PROMPT>
In the records below, locate the line containing "m²</p><p>Calve Bungalow Road</p></div></li>", then extract it and all following lines exactly, ending with the last line.

EXERCISE INPUT>
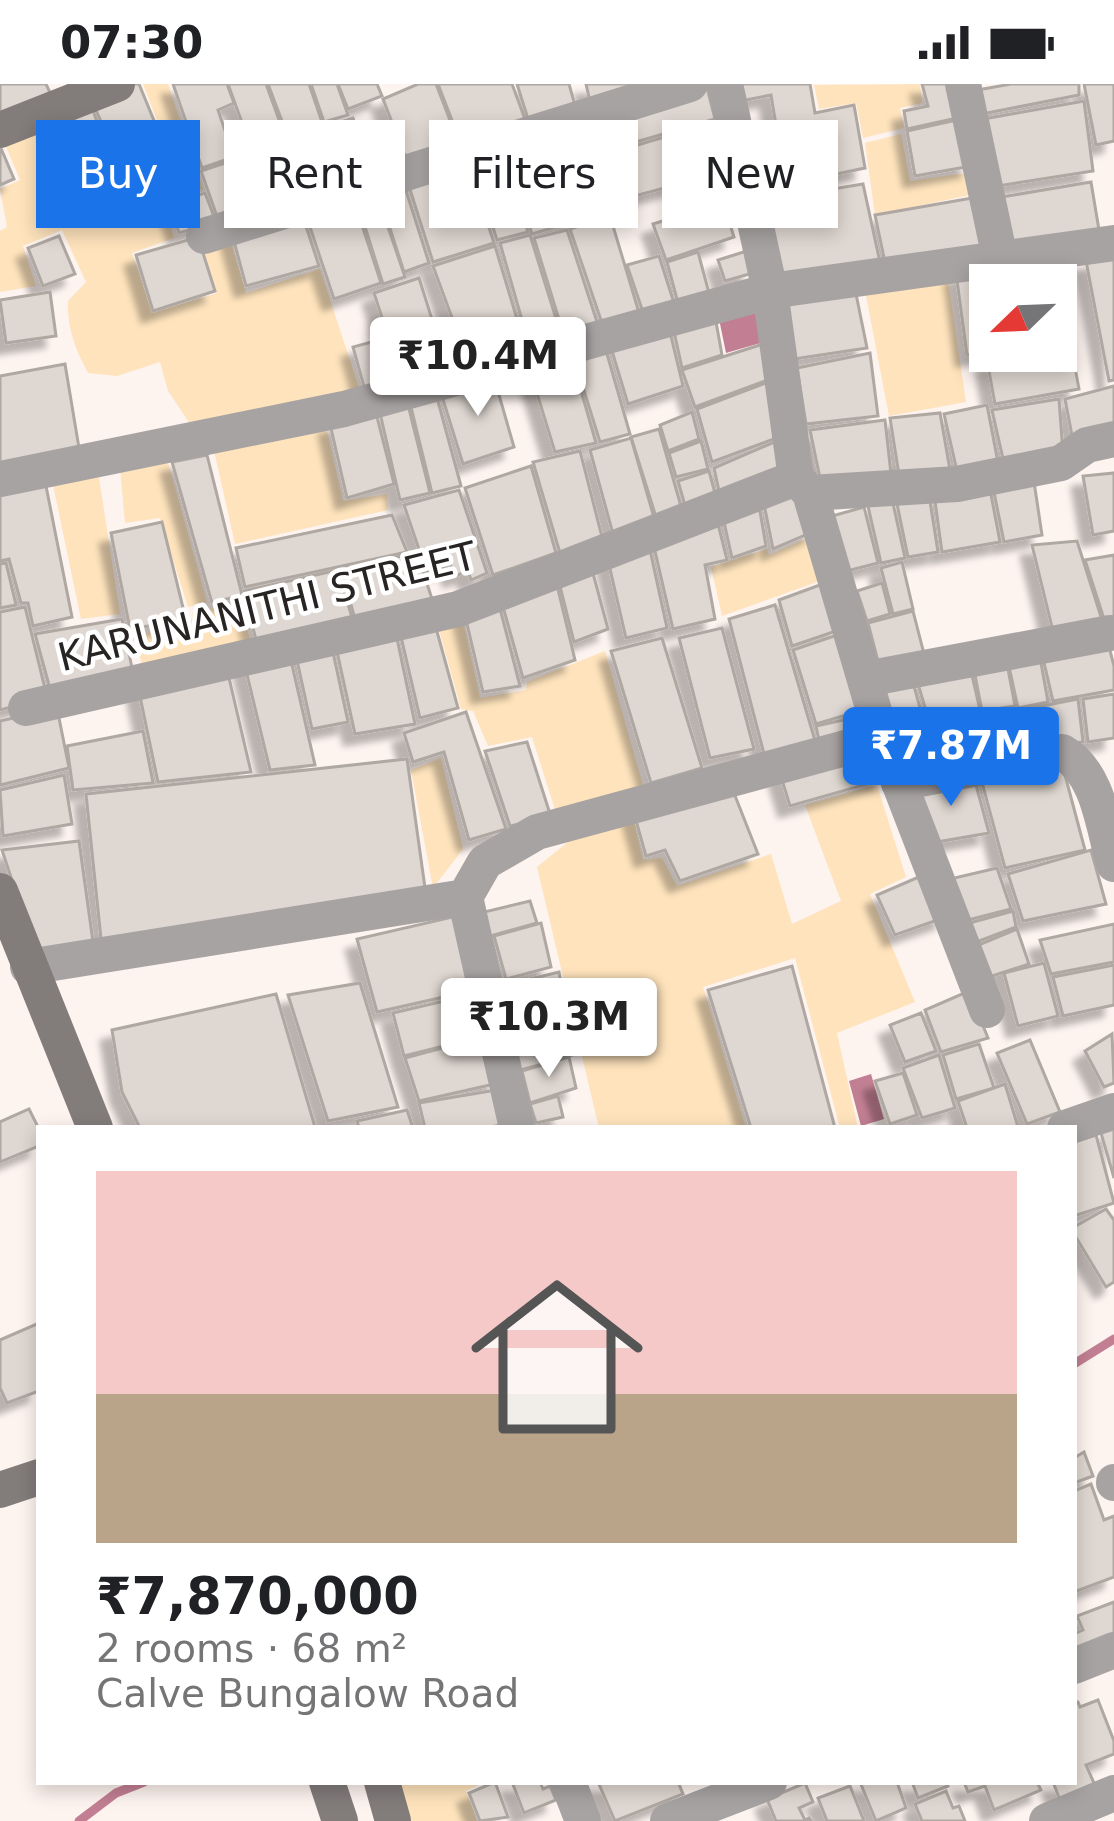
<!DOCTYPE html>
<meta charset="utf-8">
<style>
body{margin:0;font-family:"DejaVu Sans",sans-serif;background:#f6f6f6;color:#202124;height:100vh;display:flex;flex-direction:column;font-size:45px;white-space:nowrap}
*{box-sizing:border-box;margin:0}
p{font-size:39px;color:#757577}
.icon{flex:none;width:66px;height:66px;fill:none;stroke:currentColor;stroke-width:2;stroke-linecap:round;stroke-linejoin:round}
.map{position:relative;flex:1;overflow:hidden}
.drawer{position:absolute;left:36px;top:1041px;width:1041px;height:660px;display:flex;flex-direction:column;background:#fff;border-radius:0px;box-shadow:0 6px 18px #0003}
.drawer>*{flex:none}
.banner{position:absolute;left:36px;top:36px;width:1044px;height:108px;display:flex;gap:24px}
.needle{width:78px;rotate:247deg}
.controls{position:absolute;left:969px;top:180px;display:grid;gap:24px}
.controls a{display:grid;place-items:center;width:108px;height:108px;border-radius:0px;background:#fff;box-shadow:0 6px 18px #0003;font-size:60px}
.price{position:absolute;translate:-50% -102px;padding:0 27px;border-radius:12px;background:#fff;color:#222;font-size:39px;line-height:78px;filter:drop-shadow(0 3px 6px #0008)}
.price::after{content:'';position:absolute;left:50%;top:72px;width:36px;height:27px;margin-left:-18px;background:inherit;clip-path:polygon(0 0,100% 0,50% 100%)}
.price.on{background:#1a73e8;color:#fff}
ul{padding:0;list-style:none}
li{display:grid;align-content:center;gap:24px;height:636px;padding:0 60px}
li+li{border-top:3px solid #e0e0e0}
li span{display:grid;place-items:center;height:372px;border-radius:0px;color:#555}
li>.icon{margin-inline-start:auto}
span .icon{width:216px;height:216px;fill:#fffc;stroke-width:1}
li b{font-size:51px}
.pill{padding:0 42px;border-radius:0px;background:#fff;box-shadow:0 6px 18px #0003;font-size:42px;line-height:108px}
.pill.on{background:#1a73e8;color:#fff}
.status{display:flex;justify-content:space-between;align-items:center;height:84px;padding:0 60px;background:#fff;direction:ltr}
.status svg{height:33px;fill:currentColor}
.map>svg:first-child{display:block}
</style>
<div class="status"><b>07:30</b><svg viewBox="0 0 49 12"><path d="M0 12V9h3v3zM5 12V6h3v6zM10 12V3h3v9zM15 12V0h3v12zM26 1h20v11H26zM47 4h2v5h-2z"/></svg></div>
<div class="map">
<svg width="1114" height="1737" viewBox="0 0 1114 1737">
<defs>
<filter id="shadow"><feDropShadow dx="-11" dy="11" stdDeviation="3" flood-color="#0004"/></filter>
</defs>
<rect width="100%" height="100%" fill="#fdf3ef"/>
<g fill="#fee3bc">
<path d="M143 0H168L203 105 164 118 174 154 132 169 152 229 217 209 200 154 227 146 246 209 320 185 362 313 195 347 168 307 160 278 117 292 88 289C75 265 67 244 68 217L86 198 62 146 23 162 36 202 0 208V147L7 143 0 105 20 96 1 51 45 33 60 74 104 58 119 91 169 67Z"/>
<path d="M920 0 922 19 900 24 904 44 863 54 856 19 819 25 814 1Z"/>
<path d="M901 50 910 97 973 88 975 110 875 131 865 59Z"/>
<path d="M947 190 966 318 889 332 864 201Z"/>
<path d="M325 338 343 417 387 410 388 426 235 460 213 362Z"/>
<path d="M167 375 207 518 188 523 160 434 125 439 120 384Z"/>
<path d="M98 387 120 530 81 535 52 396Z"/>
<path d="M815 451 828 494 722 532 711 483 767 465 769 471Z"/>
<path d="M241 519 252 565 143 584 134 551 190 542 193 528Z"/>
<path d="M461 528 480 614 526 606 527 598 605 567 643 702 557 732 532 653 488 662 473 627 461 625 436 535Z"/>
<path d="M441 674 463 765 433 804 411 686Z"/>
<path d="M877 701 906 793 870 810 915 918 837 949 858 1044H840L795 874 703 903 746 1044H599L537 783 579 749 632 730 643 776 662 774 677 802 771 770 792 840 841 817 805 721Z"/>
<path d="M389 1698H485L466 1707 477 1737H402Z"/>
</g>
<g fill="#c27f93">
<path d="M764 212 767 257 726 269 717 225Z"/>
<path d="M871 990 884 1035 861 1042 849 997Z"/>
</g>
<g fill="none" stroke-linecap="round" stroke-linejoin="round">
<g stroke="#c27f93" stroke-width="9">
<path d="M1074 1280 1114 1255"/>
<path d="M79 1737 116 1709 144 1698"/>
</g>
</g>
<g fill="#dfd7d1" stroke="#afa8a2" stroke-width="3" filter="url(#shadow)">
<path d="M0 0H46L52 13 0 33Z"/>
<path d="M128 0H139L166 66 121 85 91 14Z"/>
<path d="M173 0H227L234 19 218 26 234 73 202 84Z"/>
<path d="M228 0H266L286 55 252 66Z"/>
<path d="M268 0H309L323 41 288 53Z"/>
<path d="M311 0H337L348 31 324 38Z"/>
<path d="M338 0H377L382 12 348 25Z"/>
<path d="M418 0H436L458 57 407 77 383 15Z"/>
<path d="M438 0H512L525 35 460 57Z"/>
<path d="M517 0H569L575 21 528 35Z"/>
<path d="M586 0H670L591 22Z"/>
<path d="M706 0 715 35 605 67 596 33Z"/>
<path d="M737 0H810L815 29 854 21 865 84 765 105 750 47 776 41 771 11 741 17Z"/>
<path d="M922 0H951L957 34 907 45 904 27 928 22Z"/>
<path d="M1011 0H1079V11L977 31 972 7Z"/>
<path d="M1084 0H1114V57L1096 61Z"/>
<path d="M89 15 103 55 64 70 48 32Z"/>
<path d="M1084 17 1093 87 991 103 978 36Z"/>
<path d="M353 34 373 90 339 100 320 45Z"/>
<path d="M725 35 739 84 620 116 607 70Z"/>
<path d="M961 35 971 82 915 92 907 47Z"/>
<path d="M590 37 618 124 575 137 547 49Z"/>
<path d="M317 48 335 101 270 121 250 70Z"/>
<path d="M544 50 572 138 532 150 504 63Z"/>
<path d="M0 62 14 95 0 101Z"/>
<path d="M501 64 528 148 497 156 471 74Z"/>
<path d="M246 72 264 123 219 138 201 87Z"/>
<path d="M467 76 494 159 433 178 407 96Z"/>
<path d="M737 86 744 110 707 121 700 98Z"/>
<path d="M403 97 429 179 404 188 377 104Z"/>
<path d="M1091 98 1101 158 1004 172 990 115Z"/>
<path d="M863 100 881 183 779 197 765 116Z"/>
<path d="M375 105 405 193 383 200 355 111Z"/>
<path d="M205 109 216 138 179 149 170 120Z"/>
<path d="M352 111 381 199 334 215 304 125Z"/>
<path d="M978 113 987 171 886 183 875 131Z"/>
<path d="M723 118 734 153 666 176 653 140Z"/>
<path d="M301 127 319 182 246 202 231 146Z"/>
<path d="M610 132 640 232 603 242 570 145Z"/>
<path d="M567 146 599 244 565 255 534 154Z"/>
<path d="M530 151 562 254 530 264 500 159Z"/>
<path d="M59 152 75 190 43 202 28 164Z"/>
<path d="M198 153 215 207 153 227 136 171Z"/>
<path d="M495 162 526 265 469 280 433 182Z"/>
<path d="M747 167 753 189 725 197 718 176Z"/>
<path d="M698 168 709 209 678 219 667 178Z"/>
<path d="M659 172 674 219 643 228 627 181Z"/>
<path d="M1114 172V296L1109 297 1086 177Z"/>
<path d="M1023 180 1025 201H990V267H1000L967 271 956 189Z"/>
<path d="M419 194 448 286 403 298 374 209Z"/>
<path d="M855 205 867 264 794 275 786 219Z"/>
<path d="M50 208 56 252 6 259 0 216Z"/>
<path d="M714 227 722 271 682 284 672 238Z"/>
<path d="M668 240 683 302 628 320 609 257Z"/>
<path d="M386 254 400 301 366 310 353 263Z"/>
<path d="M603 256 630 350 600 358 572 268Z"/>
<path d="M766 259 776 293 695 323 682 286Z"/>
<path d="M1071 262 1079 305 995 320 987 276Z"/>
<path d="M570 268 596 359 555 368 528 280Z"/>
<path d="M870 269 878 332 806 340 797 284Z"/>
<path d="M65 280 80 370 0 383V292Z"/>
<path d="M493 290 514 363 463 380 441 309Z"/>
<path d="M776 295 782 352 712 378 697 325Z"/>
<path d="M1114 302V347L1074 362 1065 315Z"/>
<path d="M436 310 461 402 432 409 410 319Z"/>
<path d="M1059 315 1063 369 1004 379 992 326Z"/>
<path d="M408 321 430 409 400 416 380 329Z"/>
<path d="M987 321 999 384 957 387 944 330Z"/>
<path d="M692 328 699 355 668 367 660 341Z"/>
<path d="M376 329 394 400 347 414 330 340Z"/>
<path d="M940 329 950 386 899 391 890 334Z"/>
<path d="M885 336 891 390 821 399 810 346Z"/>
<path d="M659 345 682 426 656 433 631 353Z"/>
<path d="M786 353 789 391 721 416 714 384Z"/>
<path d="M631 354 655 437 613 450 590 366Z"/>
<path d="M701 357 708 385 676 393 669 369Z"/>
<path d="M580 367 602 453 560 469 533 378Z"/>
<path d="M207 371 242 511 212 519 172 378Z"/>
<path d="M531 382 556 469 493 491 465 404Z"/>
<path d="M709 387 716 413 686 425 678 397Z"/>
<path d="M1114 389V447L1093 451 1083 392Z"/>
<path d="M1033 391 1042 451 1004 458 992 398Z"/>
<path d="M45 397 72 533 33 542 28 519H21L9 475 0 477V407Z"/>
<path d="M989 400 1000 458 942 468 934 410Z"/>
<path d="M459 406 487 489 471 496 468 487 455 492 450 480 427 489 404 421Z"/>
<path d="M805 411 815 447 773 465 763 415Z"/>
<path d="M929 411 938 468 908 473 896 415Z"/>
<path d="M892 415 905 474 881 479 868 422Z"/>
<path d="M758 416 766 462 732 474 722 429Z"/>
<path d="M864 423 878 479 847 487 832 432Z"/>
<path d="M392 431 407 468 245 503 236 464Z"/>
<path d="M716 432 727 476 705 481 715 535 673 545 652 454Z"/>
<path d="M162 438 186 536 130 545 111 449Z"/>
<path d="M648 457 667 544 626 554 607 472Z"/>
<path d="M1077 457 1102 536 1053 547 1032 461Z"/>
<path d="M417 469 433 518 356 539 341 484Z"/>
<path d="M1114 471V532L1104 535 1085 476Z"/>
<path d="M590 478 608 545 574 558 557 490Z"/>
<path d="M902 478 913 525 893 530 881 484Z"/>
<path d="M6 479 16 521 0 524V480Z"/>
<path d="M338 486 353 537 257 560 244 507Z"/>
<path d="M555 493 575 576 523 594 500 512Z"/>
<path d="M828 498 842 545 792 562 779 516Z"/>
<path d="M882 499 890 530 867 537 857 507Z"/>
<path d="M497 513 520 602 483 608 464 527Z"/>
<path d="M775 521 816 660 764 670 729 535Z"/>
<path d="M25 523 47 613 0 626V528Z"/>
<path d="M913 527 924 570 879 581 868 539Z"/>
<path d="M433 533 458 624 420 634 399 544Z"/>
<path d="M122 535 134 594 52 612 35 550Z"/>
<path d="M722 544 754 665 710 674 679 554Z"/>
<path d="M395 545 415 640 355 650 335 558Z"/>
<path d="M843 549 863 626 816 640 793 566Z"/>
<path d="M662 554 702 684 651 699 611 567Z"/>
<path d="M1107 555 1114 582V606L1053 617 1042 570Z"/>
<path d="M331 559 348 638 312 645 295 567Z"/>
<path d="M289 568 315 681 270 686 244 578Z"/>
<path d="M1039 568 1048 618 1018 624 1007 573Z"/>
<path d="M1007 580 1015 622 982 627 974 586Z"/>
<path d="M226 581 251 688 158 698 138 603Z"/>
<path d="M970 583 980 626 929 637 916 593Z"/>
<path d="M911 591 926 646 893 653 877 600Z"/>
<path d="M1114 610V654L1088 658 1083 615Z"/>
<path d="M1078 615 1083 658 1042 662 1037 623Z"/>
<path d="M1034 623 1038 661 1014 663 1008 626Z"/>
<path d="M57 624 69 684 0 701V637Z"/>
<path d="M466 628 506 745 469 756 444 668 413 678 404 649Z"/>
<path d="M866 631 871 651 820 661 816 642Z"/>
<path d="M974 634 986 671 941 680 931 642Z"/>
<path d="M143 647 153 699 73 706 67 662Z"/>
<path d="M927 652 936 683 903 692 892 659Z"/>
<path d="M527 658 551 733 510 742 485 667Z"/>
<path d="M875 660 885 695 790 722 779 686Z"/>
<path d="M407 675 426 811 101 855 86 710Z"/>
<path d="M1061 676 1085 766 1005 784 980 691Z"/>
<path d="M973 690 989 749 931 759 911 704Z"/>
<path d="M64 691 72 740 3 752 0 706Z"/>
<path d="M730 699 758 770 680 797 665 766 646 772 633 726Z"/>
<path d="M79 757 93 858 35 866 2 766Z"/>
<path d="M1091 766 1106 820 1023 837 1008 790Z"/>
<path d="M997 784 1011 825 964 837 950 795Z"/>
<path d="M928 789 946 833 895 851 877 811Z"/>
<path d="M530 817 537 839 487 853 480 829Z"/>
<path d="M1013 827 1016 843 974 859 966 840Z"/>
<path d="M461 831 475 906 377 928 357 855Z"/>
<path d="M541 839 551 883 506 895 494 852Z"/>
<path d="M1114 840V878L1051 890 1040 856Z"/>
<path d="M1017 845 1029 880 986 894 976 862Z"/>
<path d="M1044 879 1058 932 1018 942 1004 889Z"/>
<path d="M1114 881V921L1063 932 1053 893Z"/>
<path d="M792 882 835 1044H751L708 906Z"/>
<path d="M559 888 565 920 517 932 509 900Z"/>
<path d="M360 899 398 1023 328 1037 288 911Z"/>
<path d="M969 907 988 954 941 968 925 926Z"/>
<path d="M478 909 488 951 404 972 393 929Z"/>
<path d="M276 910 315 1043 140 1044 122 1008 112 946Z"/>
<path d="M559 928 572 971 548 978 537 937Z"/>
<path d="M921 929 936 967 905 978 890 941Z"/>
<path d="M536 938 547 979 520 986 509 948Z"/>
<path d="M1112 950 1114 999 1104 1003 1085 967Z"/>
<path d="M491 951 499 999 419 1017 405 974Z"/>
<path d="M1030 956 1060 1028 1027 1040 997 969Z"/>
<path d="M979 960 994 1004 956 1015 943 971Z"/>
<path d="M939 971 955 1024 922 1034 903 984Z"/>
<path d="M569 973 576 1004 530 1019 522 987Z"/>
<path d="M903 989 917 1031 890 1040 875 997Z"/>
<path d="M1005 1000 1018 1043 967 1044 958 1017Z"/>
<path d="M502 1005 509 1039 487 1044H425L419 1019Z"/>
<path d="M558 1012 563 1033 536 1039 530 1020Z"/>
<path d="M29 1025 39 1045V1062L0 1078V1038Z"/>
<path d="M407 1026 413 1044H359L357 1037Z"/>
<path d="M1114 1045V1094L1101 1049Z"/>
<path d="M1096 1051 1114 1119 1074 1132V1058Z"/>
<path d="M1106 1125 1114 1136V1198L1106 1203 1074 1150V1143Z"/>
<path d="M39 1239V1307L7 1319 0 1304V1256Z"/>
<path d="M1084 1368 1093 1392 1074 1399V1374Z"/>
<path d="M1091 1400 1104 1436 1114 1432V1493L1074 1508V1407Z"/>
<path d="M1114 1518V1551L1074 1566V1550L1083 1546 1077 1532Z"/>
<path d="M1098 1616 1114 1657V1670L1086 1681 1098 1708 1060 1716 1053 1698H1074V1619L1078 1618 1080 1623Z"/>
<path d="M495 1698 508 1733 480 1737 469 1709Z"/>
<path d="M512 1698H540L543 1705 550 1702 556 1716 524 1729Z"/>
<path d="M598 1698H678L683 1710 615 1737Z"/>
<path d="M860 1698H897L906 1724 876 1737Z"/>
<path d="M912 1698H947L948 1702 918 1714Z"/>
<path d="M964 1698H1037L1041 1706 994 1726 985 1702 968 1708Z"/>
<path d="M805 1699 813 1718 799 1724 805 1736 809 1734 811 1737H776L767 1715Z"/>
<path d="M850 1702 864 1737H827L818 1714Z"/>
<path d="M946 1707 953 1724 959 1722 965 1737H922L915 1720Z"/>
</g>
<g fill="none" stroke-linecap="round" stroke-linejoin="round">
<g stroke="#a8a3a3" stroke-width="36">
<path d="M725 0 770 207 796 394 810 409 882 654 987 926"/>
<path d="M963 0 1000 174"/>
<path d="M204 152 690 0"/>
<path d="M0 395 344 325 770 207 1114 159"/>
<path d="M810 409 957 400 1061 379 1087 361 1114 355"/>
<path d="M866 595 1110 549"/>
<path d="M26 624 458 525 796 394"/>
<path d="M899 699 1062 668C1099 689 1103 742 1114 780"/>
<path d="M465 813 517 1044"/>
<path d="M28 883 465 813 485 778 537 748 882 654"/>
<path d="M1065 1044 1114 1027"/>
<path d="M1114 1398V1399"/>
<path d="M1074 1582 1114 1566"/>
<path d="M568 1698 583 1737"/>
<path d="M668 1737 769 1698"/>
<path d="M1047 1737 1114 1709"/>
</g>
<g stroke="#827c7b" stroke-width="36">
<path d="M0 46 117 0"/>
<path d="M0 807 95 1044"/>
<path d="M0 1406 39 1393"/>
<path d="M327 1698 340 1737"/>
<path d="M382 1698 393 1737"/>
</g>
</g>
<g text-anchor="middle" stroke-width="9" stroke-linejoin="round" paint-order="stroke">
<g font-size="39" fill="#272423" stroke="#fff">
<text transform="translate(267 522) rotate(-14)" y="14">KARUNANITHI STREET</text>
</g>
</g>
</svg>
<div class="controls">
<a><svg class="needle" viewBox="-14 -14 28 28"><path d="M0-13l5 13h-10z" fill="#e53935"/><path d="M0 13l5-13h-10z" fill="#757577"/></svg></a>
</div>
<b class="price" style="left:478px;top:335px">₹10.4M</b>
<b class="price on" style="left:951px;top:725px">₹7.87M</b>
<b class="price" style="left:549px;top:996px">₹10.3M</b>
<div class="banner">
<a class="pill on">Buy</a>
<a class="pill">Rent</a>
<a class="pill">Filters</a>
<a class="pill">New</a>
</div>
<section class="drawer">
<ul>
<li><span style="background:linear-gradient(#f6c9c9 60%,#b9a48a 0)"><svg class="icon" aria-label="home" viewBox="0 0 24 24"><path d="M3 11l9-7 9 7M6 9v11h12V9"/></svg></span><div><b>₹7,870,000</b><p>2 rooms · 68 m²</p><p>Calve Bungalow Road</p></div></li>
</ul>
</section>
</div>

REPLY TO THE TASK>
<li><span style="background:linear-gradient(#f6c9c9 60%,#b9a48a 0)"><svg class="icon" aria-label="home" viewBox="0 0 24 24"><path d="M3 11l9-7 9 7M6 9v11h12V9"/></svg></span><div><b>₹7,870,000</b><p>2 rooms · 68 m²</p><p>Calve Bungalow Road</p></div></li>
</ul>
</section>
</div>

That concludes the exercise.